## About this task
Search the entries below. Return every line that has "points" in it.

## Records supplied

··········

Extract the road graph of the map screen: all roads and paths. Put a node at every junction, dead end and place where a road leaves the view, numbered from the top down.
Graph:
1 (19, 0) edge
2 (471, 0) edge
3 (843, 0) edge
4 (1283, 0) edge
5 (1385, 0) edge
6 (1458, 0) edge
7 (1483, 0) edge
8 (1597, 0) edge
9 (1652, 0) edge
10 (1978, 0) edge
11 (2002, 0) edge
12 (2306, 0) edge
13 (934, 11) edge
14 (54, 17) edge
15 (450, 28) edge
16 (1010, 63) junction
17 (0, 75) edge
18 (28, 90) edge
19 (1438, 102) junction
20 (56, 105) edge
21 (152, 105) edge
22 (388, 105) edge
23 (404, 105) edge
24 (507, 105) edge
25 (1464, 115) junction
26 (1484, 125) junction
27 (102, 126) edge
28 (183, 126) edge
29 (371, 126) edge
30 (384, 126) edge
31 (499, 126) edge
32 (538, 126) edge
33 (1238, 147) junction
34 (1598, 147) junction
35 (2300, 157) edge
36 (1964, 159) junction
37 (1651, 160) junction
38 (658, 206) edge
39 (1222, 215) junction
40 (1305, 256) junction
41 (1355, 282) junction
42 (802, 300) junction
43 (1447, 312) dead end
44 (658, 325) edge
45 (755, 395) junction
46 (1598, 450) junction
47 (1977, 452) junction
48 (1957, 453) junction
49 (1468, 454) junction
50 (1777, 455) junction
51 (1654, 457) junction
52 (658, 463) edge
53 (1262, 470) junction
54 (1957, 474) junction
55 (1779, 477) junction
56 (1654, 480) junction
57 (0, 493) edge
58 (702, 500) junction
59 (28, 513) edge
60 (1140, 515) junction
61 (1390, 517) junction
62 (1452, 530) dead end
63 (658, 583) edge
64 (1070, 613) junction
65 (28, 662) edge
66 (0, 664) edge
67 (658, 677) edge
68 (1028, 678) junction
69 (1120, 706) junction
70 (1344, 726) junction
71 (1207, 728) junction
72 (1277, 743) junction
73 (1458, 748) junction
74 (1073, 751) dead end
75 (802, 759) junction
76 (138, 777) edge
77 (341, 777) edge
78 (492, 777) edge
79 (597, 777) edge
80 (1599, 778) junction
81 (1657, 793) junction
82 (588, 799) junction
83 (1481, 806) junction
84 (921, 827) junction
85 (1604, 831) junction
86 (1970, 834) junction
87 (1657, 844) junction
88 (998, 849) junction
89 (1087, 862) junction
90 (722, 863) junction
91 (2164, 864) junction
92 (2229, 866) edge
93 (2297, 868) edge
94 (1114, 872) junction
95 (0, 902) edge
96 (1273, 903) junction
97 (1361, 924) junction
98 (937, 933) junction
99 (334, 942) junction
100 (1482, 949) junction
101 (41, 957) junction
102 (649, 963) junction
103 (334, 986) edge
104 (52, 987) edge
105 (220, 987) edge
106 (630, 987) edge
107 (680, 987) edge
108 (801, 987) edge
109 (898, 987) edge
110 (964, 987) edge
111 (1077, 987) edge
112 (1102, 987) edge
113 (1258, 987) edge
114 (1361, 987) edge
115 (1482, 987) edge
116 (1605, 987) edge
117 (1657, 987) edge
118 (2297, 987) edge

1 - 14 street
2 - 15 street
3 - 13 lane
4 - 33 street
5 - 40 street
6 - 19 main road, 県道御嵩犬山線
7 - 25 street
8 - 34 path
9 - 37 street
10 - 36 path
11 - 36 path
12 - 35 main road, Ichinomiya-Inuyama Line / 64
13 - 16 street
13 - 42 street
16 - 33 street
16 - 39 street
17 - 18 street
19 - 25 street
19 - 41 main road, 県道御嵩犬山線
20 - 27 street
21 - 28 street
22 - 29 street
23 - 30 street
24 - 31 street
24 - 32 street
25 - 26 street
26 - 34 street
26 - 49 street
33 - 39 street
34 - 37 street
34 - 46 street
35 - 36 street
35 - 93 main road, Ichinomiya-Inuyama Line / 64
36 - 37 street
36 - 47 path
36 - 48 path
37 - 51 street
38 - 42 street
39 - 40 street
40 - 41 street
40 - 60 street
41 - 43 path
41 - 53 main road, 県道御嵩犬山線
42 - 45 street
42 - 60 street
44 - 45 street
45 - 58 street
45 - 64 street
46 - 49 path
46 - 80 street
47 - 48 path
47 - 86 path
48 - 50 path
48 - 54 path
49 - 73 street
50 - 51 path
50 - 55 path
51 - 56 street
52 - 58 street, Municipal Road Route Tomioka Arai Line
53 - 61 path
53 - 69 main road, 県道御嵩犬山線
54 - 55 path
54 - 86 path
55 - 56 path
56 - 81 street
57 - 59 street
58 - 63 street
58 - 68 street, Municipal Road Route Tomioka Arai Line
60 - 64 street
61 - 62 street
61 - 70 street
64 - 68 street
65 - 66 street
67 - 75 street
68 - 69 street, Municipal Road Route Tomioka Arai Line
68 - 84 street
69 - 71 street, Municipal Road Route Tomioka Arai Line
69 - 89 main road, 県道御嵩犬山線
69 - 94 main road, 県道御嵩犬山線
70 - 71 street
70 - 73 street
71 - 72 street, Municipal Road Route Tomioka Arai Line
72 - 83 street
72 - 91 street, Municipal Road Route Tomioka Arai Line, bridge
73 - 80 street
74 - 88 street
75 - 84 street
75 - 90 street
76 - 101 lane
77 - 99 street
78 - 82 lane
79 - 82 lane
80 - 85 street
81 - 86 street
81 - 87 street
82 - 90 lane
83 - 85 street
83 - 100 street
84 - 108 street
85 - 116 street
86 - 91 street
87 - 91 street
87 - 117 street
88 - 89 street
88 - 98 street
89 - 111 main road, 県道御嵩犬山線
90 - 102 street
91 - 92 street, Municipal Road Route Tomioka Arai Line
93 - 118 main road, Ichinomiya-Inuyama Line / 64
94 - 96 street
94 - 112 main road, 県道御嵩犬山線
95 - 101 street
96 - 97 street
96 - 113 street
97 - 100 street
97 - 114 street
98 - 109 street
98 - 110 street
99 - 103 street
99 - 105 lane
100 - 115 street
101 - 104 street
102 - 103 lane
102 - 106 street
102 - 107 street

··········

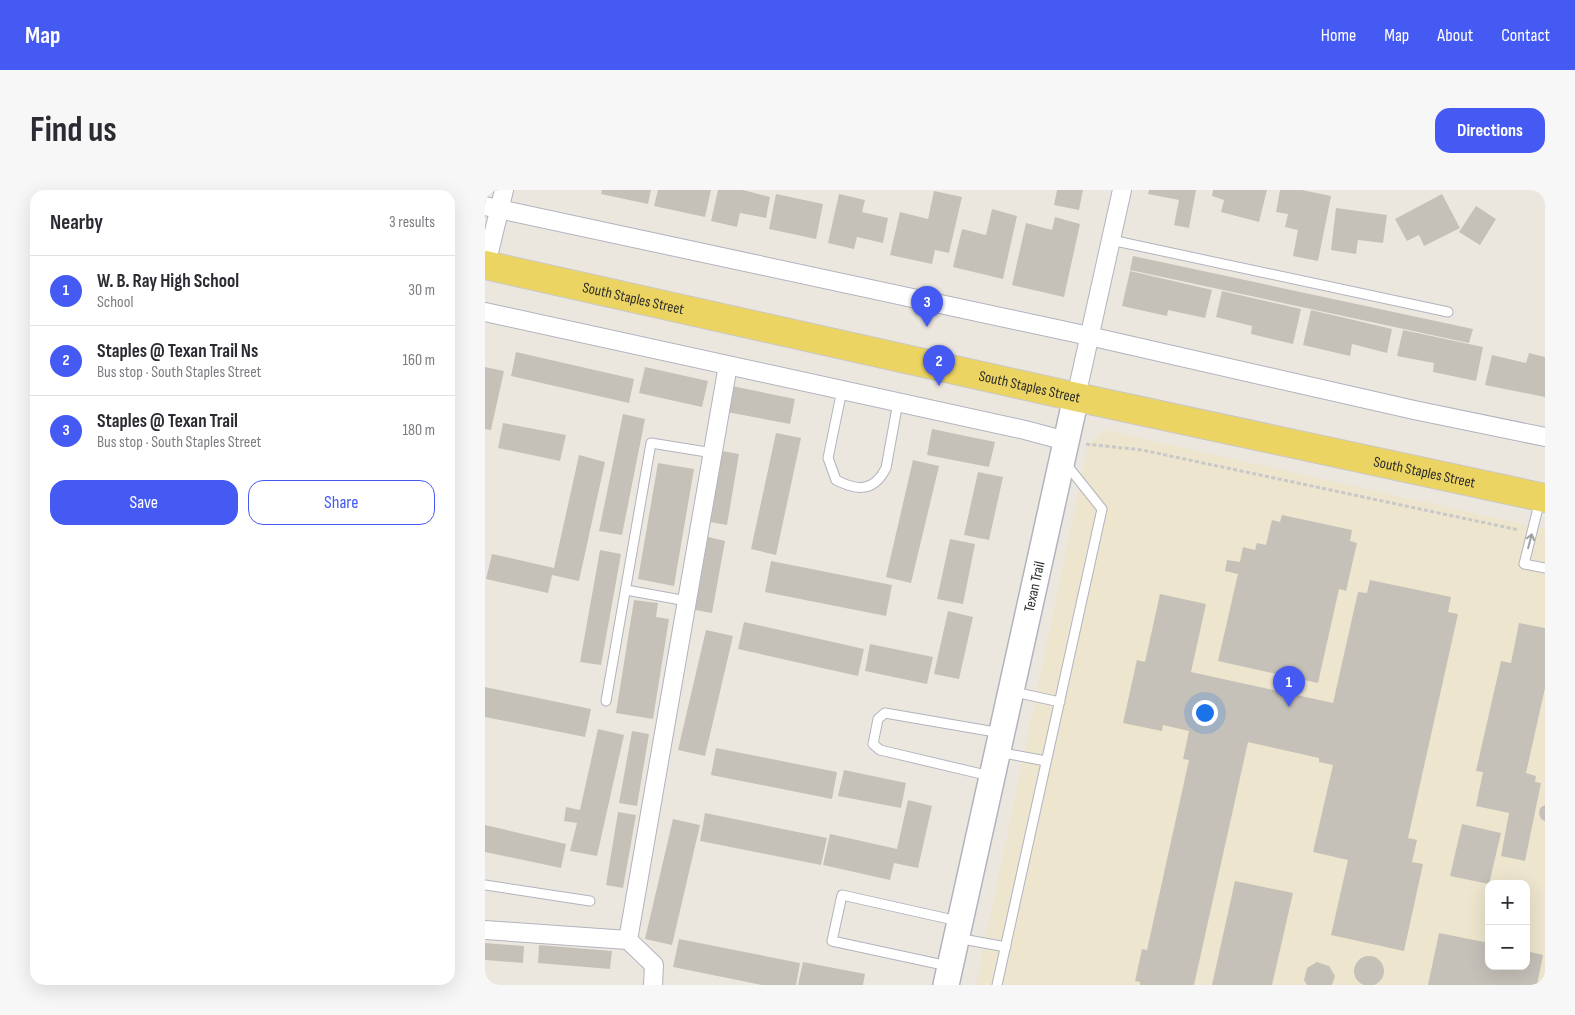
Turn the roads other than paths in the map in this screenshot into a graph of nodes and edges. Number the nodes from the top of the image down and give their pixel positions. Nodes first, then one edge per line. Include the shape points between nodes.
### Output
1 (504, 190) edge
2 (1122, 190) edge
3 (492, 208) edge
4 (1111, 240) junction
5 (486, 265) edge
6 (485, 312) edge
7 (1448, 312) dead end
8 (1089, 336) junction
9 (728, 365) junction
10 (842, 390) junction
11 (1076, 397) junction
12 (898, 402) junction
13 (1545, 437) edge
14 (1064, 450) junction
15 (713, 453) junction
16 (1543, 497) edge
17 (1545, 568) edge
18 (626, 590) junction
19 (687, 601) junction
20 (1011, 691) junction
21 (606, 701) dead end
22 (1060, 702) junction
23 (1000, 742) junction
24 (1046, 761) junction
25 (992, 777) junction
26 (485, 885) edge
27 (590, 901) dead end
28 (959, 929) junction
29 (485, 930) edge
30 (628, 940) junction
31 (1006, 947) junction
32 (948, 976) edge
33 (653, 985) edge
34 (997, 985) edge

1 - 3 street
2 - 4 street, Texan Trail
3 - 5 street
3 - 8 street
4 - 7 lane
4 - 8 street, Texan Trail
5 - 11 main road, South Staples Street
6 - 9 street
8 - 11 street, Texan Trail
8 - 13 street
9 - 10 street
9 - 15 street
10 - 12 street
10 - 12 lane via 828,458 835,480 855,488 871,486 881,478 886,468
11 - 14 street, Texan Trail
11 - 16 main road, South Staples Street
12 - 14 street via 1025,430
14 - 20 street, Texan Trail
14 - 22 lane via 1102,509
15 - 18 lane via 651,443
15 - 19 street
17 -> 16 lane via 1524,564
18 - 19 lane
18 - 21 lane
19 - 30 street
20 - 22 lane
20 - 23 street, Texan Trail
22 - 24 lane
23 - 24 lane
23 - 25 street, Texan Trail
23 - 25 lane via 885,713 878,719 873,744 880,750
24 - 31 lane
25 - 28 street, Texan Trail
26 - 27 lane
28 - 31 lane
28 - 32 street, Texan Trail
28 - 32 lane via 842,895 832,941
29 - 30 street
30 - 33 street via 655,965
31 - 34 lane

··········

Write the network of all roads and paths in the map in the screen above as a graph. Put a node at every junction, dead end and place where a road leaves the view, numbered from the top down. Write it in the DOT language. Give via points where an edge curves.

··········

## Task solution
Turn the roads other than paths in the map in this screenshot into a graph of nodes and edges. Number the nodes from the top of the image down and give their pixel positions. Nodes first, then one edge per line. Include the shape points between nodes.
Write the network of all roads and paths in the map in the screen above as a graph. Put a node at every junction, dead end and place where a road leaves the view, numbered from the top down. Write it in the DOT language. Give via points where an edge curves.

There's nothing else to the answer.